> **About this exercise**:
The lines to repeat are those below from the one containing "index tip: (336, 196)" down to the one containing "index pip: (360, 204)", both included; reproduce them exactly and nothing else.
═══ Provided material ═══
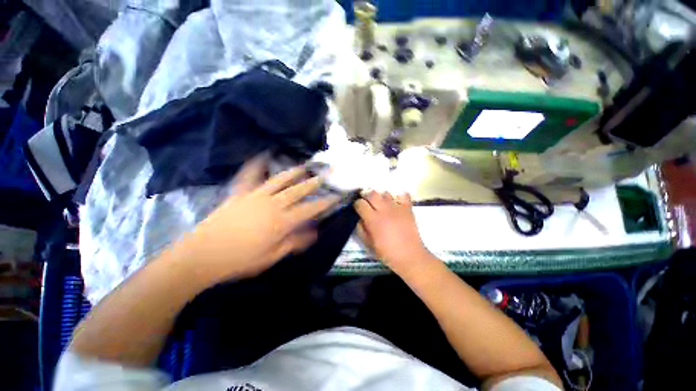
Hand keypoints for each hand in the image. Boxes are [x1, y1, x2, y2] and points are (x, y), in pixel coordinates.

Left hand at [173, 156, 338, 282]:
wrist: (202, 255)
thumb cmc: (240, 260)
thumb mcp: (272, 256)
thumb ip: (295, 242)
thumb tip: (314, 232)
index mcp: (282, 221)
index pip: (310, 209)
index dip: (325, 202)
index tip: (336, 196)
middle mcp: (272, 204)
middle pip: (298, 190)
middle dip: (313, 183)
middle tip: (324, 175)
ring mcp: (255, 196)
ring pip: (279, 180)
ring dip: (294, 172)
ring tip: (304, 166)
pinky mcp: (240, 193)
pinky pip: (250, 176)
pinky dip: (256, 165)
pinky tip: (262, 156)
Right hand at [355, 191, 431, 274]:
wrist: (410, 256)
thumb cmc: (387, 253)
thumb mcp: (369, 244)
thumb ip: (361, 229)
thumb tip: (359, 218)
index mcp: (373, 220)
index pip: (360, 204)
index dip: (357, 204)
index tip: (357, 208)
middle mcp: (384, 210)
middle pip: (371, 194)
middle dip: (365, 195)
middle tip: (365, 200)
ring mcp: (397, 208)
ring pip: (385, 193)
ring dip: (380, 196)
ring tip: (380, 202)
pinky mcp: (408, 208)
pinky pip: (403, 195)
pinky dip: (398, 196)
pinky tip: (395, 202)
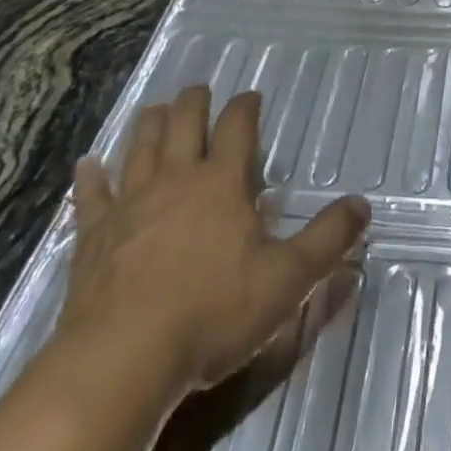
═══
> **Response**:
index tip: (336, 196)
middle mcp: (272, 204)
middle pip: (298, 190)
middle dip: (313, 183)
middle tip: (324, 175)
ring mcp: (255, 196)
ring pip: (279, 180)
ring dip: (294, 172)
ring tip: (304, 166)
pinky mcp: (240, 193)
pinky pip: (250, 176)
pinky dip: (256, 165)
pinky tip: (262, 156)
Right hand at [355, 191, 431, 274]:
wrist: (410, 256)
thumb cmc: (387, 253)
thumb mcp: (369, 244)
thumb ip: (361, 229)
thumb tip: (359, 218)
index mcp: (373, 220)
index pip: (360, 204)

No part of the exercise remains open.